[Saved data entries]
━━━━━━

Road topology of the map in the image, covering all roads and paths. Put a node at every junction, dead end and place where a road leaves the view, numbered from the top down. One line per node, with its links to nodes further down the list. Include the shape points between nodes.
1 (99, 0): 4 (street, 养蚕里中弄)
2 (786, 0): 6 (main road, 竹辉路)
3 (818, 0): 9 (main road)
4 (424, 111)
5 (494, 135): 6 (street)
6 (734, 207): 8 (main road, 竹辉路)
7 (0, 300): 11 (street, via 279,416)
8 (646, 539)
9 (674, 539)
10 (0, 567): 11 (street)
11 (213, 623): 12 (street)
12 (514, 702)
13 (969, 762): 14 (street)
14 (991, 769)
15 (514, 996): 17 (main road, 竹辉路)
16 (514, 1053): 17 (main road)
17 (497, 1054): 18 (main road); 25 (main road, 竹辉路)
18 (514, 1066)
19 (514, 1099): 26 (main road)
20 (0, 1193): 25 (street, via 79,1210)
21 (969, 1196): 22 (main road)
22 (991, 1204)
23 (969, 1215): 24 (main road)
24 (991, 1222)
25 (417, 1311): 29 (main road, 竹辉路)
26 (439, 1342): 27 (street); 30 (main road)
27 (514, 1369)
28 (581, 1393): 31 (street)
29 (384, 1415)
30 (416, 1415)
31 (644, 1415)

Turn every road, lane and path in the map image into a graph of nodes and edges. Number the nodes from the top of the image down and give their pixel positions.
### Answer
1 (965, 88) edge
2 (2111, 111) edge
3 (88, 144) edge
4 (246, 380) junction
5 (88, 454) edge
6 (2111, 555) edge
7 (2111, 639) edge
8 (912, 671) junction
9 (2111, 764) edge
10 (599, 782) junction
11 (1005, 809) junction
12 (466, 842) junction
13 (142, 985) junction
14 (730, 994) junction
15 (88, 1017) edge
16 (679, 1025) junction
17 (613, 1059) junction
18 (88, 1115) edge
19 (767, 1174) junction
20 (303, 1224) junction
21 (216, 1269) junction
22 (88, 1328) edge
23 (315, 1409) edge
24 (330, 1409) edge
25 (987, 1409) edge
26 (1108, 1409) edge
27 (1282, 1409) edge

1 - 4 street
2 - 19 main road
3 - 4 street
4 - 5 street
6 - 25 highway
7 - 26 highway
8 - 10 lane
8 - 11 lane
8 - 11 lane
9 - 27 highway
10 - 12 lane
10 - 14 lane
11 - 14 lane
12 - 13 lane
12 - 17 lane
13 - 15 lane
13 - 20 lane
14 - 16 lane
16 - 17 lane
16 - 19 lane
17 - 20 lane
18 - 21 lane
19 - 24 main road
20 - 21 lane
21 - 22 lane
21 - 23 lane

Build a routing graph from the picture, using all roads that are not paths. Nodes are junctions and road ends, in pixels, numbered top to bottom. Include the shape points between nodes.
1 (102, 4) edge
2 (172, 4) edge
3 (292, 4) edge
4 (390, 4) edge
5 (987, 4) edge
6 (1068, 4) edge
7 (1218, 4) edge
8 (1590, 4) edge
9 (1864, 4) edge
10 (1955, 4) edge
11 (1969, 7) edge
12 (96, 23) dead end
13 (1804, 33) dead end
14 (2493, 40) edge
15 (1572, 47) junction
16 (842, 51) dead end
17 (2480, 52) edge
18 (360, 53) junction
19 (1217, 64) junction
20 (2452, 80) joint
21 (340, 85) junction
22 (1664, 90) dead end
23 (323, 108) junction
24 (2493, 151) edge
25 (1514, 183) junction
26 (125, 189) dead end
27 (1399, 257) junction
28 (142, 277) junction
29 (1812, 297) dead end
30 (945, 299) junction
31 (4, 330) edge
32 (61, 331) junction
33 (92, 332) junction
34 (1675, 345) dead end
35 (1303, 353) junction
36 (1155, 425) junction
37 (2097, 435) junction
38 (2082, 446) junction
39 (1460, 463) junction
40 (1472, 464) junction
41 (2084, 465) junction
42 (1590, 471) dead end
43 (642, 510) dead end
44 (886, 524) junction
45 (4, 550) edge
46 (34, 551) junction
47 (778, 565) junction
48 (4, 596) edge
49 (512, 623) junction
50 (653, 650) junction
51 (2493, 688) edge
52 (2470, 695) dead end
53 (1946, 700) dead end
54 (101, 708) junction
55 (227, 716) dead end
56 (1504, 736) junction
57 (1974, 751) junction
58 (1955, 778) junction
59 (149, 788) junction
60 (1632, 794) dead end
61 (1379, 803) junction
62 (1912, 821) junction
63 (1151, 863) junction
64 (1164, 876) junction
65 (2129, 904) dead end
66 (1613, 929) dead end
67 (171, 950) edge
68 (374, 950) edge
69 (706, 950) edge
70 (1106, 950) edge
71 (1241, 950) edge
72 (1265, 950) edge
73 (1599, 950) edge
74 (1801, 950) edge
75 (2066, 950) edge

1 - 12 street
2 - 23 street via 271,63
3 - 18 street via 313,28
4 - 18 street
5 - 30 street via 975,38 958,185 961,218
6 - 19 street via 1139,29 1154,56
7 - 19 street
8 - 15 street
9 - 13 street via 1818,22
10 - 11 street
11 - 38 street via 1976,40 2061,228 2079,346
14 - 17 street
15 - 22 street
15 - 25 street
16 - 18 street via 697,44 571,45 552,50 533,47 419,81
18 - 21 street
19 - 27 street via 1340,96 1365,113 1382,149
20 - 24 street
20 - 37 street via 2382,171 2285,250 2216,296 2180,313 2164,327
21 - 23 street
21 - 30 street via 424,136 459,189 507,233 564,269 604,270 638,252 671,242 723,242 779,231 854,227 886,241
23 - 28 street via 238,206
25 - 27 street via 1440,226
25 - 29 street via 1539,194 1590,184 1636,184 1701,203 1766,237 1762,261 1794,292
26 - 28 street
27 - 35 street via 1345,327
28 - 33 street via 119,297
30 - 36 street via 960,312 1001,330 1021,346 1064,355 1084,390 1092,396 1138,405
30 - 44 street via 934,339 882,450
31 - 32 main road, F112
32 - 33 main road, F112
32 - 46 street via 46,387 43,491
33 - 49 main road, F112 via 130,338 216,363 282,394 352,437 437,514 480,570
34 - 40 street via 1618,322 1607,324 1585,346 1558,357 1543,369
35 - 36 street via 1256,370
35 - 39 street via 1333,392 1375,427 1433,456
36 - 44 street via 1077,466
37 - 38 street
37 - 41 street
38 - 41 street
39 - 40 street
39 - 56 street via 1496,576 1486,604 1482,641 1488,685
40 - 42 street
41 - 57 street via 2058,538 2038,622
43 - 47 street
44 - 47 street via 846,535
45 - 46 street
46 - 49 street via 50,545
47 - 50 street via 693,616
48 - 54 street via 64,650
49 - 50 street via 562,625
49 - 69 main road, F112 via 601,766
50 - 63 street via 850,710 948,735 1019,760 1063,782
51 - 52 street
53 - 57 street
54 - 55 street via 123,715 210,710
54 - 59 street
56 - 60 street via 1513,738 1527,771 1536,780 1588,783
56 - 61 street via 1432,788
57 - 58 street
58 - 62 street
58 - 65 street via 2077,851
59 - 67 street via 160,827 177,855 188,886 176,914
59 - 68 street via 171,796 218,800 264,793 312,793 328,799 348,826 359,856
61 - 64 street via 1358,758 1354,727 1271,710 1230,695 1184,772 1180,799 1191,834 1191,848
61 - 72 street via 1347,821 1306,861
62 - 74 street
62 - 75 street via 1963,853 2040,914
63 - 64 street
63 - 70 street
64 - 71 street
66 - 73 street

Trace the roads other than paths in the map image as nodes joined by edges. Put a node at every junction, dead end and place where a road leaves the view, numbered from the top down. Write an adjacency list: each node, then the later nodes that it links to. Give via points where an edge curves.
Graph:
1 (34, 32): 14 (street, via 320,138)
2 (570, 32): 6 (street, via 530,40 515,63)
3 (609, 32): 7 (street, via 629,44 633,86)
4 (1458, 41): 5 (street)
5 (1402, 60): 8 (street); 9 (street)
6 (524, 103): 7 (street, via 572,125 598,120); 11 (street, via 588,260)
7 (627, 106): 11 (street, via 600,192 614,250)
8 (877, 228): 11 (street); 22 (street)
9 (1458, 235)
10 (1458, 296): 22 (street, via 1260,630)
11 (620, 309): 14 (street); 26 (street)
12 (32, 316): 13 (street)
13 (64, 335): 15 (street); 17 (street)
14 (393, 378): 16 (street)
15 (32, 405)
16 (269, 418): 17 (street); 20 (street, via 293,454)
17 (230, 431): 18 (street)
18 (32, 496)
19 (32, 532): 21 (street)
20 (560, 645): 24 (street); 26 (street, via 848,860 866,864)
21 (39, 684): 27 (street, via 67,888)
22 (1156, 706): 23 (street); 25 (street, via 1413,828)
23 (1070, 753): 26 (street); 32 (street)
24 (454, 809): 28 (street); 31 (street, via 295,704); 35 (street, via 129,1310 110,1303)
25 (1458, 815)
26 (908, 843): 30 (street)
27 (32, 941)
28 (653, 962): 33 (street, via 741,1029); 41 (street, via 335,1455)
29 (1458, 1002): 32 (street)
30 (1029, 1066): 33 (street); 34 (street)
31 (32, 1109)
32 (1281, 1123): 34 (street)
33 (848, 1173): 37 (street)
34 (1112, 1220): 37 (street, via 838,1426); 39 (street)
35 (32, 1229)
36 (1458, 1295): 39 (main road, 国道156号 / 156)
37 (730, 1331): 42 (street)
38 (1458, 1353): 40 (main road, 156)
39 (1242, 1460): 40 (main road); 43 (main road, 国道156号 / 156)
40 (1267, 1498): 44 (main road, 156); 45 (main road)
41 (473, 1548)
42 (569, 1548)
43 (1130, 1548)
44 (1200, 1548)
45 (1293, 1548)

━━━━━━

WORK TO BE COMPLETED:
Please give back only the lines between the first line of the entries and the line with "Turn every road, lane", both ends included, word for word.

WRITTEN ANSWER:
Road topology of the map in the image, covering all roads and paths. Put a node at every junction, dead end and place where a road leaves the view, numbered from the top down. One line per node, with its links to nodes further down the list. Include the shape points between nodes.
1 (99, 0): 4 (street, 养蚕里中弄)
2 (786, 0): 6 (main road, 竹辉路)
3 (818, 0): 9 (main road)
4 (424, 111)
5 (494, 135): 6 (street)
6 (734, 207): 8 (main road, 竹辉路)
7 (0, 300): 11 (street, via 279,416)
8 (646, 539)
9 (674, 539)
10 (0, 567): 11 (street)
11 (213, 623): 12 (street)
12 (514, 702)
13 (969, 762): 14 (street)
14 (991, 769)
15 (514, 996): 17 (main road, 竹辉路)
16 (514, 1053): 17 (main road)
17 (497, 1054): 18 (main road); 25 (main road, 竹辉路)
18 (514, 1066)
19 (514, 1099): 26 (main road)
20 (0, 1193): 25 (street, via 79,1210)
21 (969, 1196): 22 (main road)
22 (991, 1204)
23 (969, 1215): 24 (main road)
24 (991, 1222)
25 (417, 1311): 29 (main road, 竹辉路)
26 (439, 1342): 27 (street); 30 (main road)
27 (514, 1369)
28 (581, 1393): 31 (street)
29 (384, 1415)
30 (416, 1415)
31 (644, 1415)

Turn every road, lane and path in the map image into a graph of nodes and edges. Number the nodes from the top of the image down and give their pixel positions.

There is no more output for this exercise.